YOUNGSTOWN, Ohio – A painting by the renowned and influential artist Alex Katz has been gifted to The Butler Institute of American Art.
Titled “Amanda and Kyle,” it is now on display in the Waldman Gallery on the museum’s second floor.
The piece is a major acquisition, according to Louis A. Zona, executive director and curator of The Butler, and fills what was a glaring vacancy in the museum’s collection.
“He is a very important artist,” Zona said. “He represents contemporary American realism painting and may be the best-known living artist [of that genre] right now.”
The piece is quite large – 66 inches by 48 inches – and was selected by the artist from his own personal collection. Created in 2016, it is an excellent example of Katz’s style, according to Zona.
“He puts a lot of his personality in each piece,” Zona said, noting the artist’s work is not ultra-realism. “The figures are sometimes in colors that are not natural. They are very bold. And there is a flatness [to the bodies], not the roundness that you would expect in realism art. Katz gained his reputation by distorting that, and using flat shapes to tell the story.”
Acquiring a Katz painting has long been on Zona’s to-do list.
“We were gunning for him. For how important of an artist he is, Katz should be represented here at The Butler,” Zona said. “I thought that we would never get one of his works, and was surprised when his most thoughtful gift arrived.”
The decision by the 97-year-old Katz, of New York, to donate a painting to The Butler started with an exhibition of his works at the museum last fall titled “Collaborations with Poets.”
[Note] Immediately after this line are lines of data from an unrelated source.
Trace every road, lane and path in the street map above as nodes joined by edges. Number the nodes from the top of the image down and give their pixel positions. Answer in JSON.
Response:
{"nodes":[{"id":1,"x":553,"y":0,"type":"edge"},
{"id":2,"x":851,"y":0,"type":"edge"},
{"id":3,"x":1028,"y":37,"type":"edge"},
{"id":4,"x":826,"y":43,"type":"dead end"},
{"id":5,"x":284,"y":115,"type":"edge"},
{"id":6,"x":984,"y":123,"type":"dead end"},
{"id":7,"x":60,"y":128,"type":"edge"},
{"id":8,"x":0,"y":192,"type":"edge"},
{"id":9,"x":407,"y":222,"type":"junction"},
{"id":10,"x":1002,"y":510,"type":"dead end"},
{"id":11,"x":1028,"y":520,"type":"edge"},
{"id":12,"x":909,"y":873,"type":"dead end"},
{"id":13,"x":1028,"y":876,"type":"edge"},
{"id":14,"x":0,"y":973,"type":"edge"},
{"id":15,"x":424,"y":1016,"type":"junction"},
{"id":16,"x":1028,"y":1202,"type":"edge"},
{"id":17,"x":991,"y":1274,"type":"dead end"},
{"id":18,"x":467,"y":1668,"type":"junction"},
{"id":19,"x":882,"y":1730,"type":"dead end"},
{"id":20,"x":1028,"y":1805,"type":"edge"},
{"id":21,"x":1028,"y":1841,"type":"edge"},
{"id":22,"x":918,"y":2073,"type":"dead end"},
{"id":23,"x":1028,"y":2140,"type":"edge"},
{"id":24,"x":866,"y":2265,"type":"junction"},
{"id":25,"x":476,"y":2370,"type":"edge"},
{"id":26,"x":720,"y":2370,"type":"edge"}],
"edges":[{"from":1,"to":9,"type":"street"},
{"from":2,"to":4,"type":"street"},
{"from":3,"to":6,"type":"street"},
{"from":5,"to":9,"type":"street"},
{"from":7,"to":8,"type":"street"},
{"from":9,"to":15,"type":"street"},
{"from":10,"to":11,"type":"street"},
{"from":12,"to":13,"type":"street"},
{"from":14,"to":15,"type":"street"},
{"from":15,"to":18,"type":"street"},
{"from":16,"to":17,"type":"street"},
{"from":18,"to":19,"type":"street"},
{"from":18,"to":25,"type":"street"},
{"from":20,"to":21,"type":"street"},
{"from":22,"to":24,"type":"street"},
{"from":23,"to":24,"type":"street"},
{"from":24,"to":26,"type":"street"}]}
His son, Vincent, who is a poet, attended the exhibition. Vincent and other respected poets that the artist admires created poems based on the paintings in the exhibition and read them during a gathering.
Upon hearing about the success of the event, Katz decided to donate the “Amanda and Kyle” painting – valued at approximately $800,000 – to the museum, according to Susan Carfano, assistant to the executive director of The Butler.
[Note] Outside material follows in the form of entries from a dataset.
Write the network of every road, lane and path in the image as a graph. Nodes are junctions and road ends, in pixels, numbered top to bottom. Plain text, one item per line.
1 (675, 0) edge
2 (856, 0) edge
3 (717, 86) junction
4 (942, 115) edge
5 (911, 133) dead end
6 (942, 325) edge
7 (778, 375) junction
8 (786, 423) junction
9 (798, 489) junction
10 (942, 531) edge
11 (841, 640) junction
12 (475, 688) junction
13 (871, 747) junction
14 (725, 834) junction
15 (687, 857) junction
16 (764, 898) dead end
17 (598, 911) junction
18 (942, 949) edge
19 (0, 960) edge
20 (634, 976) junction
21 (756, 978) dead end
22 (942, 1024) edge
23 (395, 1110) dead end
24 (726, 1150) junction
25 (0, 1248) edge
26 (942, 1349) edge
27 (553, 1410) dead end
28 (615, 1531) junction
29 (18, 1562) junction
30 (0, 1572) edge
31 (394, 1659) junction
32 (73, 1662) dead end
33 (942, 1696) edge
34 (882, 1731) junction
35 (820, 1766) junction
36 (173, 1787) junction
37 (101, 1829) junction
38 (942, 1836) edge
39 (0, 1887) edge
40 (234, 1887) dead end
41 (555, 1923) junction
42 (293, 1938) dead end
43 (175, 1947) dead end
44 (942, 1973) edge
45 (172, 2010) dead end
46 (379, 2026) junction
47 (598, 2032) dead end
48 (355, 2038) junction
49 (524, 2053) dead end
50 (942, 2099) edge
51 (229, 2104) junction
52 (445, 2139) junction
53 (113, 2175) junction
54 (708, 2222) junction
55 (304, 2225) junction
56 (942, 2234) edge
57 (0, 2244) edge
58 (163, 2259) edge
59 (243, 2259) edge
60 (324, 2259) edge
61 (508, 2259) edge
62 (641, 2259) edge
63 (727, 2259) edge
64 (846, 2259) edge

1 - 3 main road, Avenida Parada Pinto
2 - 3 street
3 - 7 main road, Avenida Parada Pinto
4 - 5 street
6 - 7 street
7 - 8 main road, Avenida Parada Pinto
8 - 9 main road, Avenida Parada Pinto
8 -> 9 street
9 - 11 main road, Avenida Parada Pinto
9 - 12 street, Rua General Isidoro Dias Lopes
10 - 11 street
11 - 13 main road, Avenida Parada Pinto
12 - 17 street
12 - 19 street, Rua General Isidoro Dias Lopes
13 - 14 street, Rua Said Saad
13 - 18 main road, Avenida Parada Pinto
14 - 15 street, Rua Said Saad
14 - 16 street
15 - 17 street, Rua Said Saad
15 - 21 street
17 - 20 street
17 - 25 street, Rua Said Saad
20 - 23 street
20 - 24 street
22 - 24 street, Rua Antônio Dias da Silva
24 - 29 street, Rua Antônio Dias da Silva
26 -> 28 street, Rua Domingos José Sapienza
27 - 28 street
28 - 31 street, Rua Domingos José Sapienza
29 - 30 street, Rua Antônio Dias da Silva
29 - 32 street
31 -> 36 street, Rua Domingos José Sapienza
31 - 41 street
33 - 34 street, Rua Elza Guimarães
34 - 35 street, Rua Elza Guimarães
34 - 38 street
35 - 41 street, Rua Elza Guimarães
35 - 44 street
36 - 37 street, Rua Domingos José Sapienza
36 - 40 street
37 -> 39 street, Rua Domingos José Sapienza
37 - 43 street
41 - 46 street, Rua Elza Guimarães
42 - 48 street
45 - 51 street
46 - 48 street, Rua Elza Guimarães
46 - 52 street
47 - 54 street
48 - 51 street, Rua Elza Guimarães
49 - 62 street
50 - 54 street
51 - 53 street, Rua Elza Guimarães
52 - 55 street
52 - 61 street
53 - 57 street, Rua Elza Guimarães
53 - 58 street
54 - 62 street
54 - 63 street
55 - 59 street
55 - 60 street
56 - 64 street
“It was an interesting exhibition, and [it came to] a wonderful conclusion,” Zona said.
Valerie Carberry of Chicago’s Richard Gray Gallery represents Katz. She praised Zona and The Butler team in a note to the museum regarding the donated painting.
“Please extend my thanks and congratulations to Dr. Zona and your entire team, who deserve to be recognized for the role they played in bringing this wonderful gift to the museum,” Carberry wrote. “Alex Katz was moved by the professionalism and care shown for the presentation and installation of the ‘Collaborations with Poets’ exhibition.”
About the Artist
Katz is one of the most recognized and widely exhibited artists of his generation.
In 1928, at the outset of the Depression, his Russian émigré parents moved the family to the St. Albans neighborhood in Queens, New York City.
In 1946, Katz entered the Cooper Union Art School in Manhattan, and then studied at Skowhegan School for Painting and Sculpture in Maine.

At Cooper Union, Katz was exposed primarily to modern art and was taught to paint from drawings. At Skowhegan, he was encouraged to paint from life, which would prove pivotal in his development as a painter and remains a staple of his practices today.
The artist has said that Skowhegan’s plein air painting gave him “a reason to devote my life to painting.”
His earliest work took inspiration from aspects of American culture and society, including television, film and advertising, and over the past five and a half decades he has established himself as a preeminent painter of modern life.
His distinctive portraits and landscapes bear a flattened surface and consistent economy of line. Using characteristically wide brushstrokes, large swathes of color and refined compositions, Katz created what art historian Robert Storr called “a new and distinctive type of realism in American art which combines aspects of both abstraction and representation.”
Katz came of age between the Abstract Expressionism and Pop Art periods and began exhibiting his work in 1954. A new style of American poetry was emerging at this time, and the painter was drawn to it because of their shared interest in expressing contemporary living. He developed a deep interest in poetry, an art form whose methodologies and tactics he considered “more stimulating than painting.”
Since the 1950s, Alex Katz’s work has been the subject of more than 200 solo exhibitions and nearly 500 group exhibitions around the world. His work can be found in nearly 100 public collections worldwide, including the Art Institute of Chicago; the Hirshhorn Museum and Sculpture Garden at the Smithsonian Institution, Washington; the Metropolitan Museum of Art, New York; Centre Georges Pompidou, Paris; Museo Nacional Centro de Arte Reina Sofía, Madrid; the Museum of Fine Arts, Boston; the Museum of Modern Art, New York; the National Gallery of Art, Washington; the National Museum of American Art, Smithsonian Institute, Washington; the Philadelphia Museum of Art; The Tate Gallery, London; and the Whitney Museum of American Art, New York, among many others.
Pictured at top: “Amanda and Kyle” (2016, oil on linen, 66 inches by 48 inches) by Alex Katz was recently acquired by The Butler Institute of American Art.